For instance, cafe au lait's "Because of stupid girls", or RightGalaxy's "these women are parasite hosts", or your comment that trashy women attract trashy men--the situation is more complicated than simply bad judgement on the part of the involved women (or men, when this happens to men.)

Several people have pointed out that many of these guys/women don't show their true colors up front. They lie, they charm, they act sweet and slowly change the lives of their victims in ways that seem normal, or reasonable, or seem as if they're done for good reasons. It's hard, when someone you love is lying to you, or slowly finding good reasons for you to stop hanging out with friends, or tells you it hurts their feelings if you mention your exes (or whatever), to really understand where things are headed and how bad they'll get.

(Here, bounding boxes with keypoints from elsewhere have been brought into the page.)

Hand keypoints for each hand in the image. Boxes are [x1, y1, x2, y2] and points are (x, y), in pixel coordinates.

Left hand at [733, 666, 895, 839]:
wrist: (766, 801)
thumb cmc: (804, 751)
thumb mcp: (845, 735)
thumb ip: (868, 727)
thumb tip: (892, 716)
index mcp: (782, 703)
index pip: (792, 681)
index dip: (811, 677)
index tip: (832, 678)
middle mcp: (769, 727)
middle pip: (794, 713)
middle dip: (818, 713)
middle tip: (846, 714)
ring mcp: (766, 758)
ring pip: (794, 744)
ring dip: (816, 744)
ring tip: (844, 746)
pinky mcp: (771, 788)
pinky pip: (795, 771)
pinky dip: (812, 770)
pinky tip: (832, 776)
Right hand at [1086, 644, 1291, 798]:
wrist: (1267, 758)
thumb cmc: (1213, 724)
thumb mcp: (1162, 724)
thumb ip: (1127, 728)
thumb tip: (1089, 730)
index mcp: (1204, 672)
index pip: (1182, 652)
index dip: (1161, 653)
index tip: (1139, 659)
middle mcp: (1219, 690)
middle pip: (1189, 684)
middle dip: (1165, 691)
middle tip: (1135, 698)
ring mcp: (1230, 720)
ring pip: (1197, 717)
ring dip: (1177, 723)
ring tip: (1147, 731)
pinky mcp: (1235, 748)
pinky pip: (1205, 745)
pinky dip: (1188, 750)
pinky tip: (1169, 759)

Who expects things to get that... awful?

I would doubt that the person who's being victimized really wants to end up in a sh***y relationship, nor are they being actively stupid. (In fact, I've had some sh***y relationships and I'm well into the genius range of IQ). It's not that easy, but people seem to find it easy in general to assume it is that easy.

Sometimes, the other person is just a f***ing predator.

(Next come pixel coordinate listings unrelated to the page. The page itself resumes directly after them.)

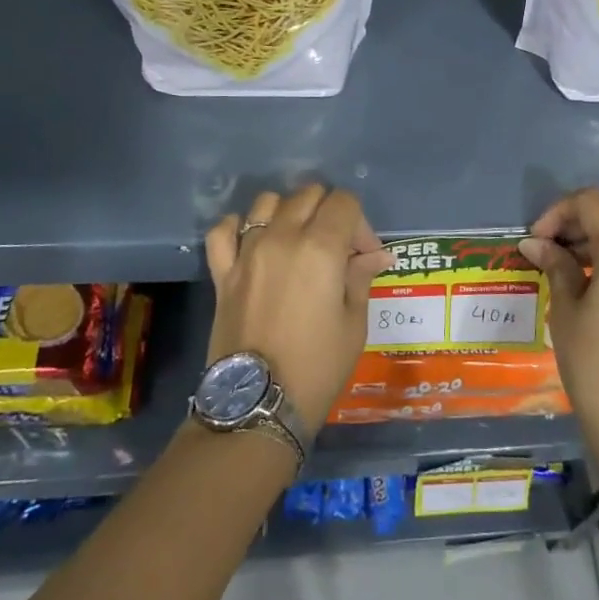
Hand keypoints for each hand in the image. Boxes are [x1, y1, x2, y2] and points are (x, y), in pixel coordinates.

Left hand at [205, 184, 393, 436]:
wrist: (258, 404)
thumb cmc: (317, 367)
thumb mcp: (353, 323)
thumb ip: (360, 277)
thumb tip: (375, 255)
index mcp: (320, 248)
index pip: (344, 202)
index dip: (359, 223)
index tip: (363, 255)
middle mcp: (282, 237)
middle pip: (308, 195)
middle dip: (328, 213)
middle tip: (336, 249)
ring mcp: (247, 252)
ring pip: (267, 202)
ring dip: (288, 212)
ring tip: (297, 241)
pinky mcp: (222, 272)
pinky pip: (224, 230)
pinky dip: (239, 227)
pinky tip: (252, 241)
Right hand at [520, 189, 598, 491]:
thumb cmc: (596, 367)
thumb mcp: (566, 312)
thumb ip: (556, 266)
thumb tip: (536, 244)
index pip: (593, 203)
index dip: (559, 211)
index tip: (537, 238)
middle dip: (595, 207)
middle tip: (564, 233)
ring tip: (573, 256)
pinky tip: (595, 276)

No one can predict the future but what's puzzling is their resistance to go for an exit.
******8
The minute I smelled big time Control, game playing, & blame assigning happening, I headed for the exit -Literally, & never to return. That didn't stop the stalking, snooping &, hacking that happened after that. Who does expect things to get That awful, on the basis of Nothing.
I got out before there was anything remotely like a 'relationship'. I dodged a bullet by not getting in any deeper, but all this other stuff happened & continues to happen. They do "Lie, charm, & act sweet, & then slowly change". I saw this over the course of 1 1/2 years of quick conversations. The 1st day I met him, he told me his name & address, with a big sweet smile. I thought "How honest & without guile".
A year & a 1/2 later, I realized that it was still about All I knew about him. Good first impressions go a long way. :oops:
*************

And for some reason, these women always end up quitting after being convinced that their spouses are AS, weird, as if AS is the scapegoat in order to convince themselves that they can never change the jerkiness of these men.